▶ _What this task involves_:
Here the job is to transcribe the data exactly while omitting the images.

▶ _Data provided_:
——————

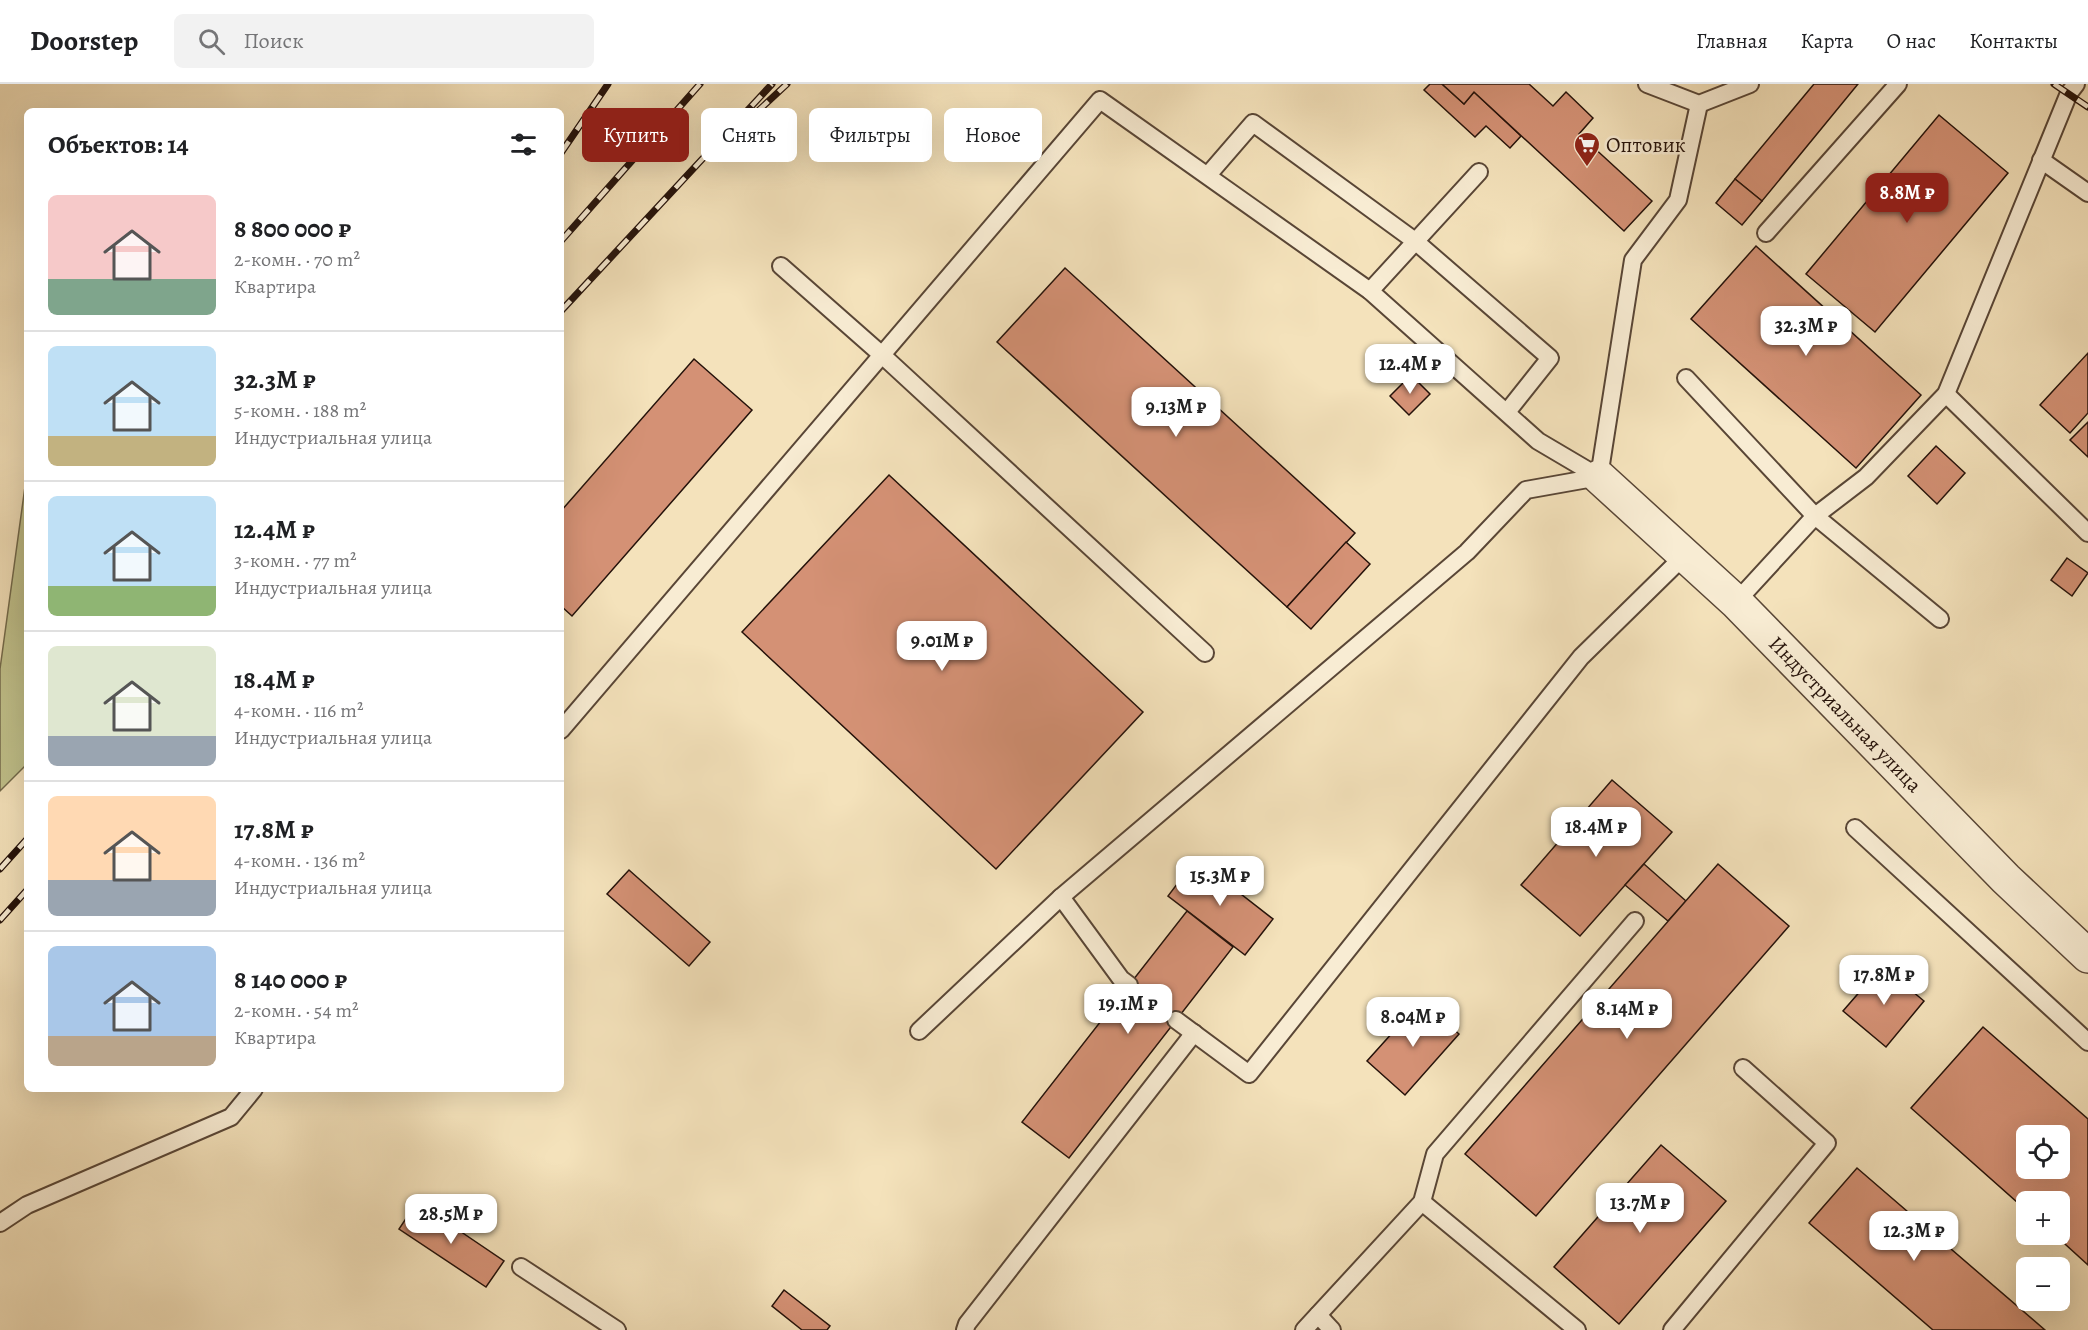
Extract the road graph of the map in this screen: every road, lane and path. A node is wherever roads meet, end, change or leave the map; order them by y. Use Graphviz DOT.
graph roads {
  1 [pos="1647,84"];
  2 [pos="1749,84"];
  3 [pos="1898,84"];
  4 [pos="2076,84"];
  5 [pos="1699,104"];
  6 [pos="2041,160"];
  7 [pos="1479,171"];
  8 [pos="1208,175"];
  9 [pos="2088,193"];
  10 [pos="1766,234"];
  11 [pos="1415,240"];
  12 [pos="781,266"];
  13 [pos="1370,291"];
  14 [pos="882,355"];
  15 [pos="1686,378"];
  16 [pos="1946,394"];
  17 [pos="1507,412"];
  18 [pos="1599,477"];
  19 [pos="1815,516"];
  20 [pos="2088,533"];
  21 [pos="1685,555"];
  22 [pos="1736,602"];
  23 [pos="1940,619"];
  24 [pos="1205,653"];
  25 [pos="564,726"];
  26 [pos="1855,828"];
  27 [pos="1061,897"];
  28 [pos="1635,921"];
  29 [pos="2088,956"];
  30 [pos="1129,986"];
  31 [pos="1176,1020"];
  32 [pos="919,1031"];
  33 [pos="1194,1033"];
  34 [pos="2088,1042"];
  35 [pos="1743,1068"];
  36 [pos="251,1092"];
  37 [pos="1422,1202"];
  38 [pos="0,1223"];
  39 [pos="521,1267"];
  40 [pos="1318,1315"];
  41 [pos="617,1330"];
  42 [pos="965,1330"];
  43 [pos="1304,1330"];
  44 [pos="1332,1330"];
  45 [pos="1577,1330"];
  46 [pos="1672,1330"];
  1 -- 5 [label="lane"];
  2 -- 5 [label="lane"];
  3 -- 10 [label="lane"];
  4 -- 6 [label="lane"];
  5 -- 18 [label="lane"];
  6 -- 9 [label="lane"];
  6 -- 16 [label="lane"];
  7 -- 11 [label="lane"];
  8 -- 11 [label="lane"];
  8 -- 13 [label="lane"];
  8 -- 14 [label="lane"];
  11 -- 13 [label="lane"];
  11 -- 17 [label="lane"];
  12 -- 14 [label="lane"];
  13 -- 17 [label="lane"];
  14 -- 24 [label="lane"];
  14 -- 25 [label="lane"];
  15 -- 19 [label="lane"];
  16 -- 19 [label="lane"];
  16 -- 20 [label="lane"];
  17 -- 18 [label="lane"];
  18 -- 21 [label="street, Индустриальная улица"];
  18 -- 27 [label="lane"];
  19 -- 22 [label="lane"];
  19 -- 23 [label="lane"];
  21 -- 22 [label="street, Индустриальная улица"];
  21 -- 33 [label="lane"];
  22 -- 29 [label="street, Индустриальная улица"];
  26 -- 34 [label="lane"];
  27 -- 30 [label="lane"];
  27 -- 32 [label="lane"];
  28 -- 37 [label="lane"];
  31 -- 33 [label="lane"];
  33 -- 42 [label="lane"];
  35 -- 46 [label="lane"];
  36 -- 38 [label="lane"];
  37 -- 40 [label="lane"];
  37 -- 45 [label="lane"];
  39 -- 41 [label="lane"];
  40 -- 43 [label="lane"];
  40 -- 44 [label="lane"];
}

——————

▶ _Response below_:
Extract the road graph of the map in this screen: every road, lane and path. A node is wherever roads meet, end, change or leave the map; order them by y. Use Graphviz DOT.
graph roads {
  1 [pos="1647,84"];
  2 [pos="1749,84"];
  3 [pos="1898,84"];
  4 [pos="2076,84"];
  5 [pos="1699,104"];
  6 [pos="2041,160"];
  7 [pos="1479,171"];
  8 [pos="1208,175"];
  9 [pos="2088,193"];
  10 [pos="1766,234"];
  11 [pos="1415,240"];
  12 [pos="781,266"];
  13 [pos="1370,291"];
  14 [pos="882,355"];
  15 [pos="1686,378"];
  16 [pos="1946,394"];
  17 [pos="1507,412"];
  18 [pos="1599,477"];
  19 [pos="1815,516"];
  20 [pos="2088,533"];
  21 [pos="1685,555"];
  22 [pos="1736,602"];
  23 [pos="1940,619"];
  24 [pos="1205,653"];
  25 [pos="564,726"];
  26 [pos="1855,828"];
  27 [pos="1061,897"];
  28 [pos="1635,921"];
  29 [pos="2088,956"];
  30 [pos="1129,986"];
  31 [pos="1176,1020"];
  32 [pos="919,1031"];
  33 [pos="1194,1033"];
  34 [pos="2088,1042"];
  35 [pos="1743,1068"];
  36 [pos="251,1092"];
  37 [pos="1422,1202"];
  38 [pos="0,1223"];
  39 [pos="521,1267"];
  40 [pos="1318,1315"];
  41 [pos="617,1330"];
  42 [pos="965,1330"];
  43 [pos="1304,1330"];
  44 [pos="1332,1330"];
  45 [pos="1577,1330"];
  46 [pos="1672,1330"];
  1 -- 5 [label="lane"];
  2 -- 5 [label="lane"];
  3 -- 10 [label="lane"];
  4 -- 6 [label="lane"];
  5 -- 18 [label="lane"];
  6 -- 9 [label="lane"];
  6 -- 16 [label="lane"];
  7 -- 11 [label="lane"];
  8 -- 11 [label="lane"];
  8 -- 13 [label="lane"];
  8 -- 14 [label="lane"];
  11 -- 13 [label="lane"];
  11 -- 17 [label="lane"];
  12 -- 14 [label="lane"];
  13 -- 17 [label="lane"];
  14 -- 24 [label="lane"];
  14 -- 25 [label="lane"];
  15 -- 19 [label="lane"];
  16 -- 19 [label="lane"];
  16 -- 20 [label="lane"];
  17 -- 18 [label="lane"];
  18 -- 21 [label="street, Индустриальная улица"];
  18 -- 27 [label="lane"];
  19 -- 22 [label="lane"];
  19 -- 23 [label="lane"];
  21 -- 22 [label="street, Индустриальная улица"];
  21 -- 33 [label="lane"];
  22 -- 29 [label="street, Индустриальная улица"];
  26 -- 34 [label="lane"];
  27 -- 30 [label="lane"];
  27 -- 32 [label="lane"];
  28 -- 37 [label="lane"];
  31 -- 33 [label="lane"];
  33 -- 42 [label="lane"];
  35 -- 46 [label="lane"];
  36 -- 38 [label="lane"];
  37 -- 40 [label="lane"];
  37 -- 45 [label="lane"];
  39 -- 41 [label="lane"];
  40 -- 43 [label="lane"];
  40 -- 44 [label="lane"];
}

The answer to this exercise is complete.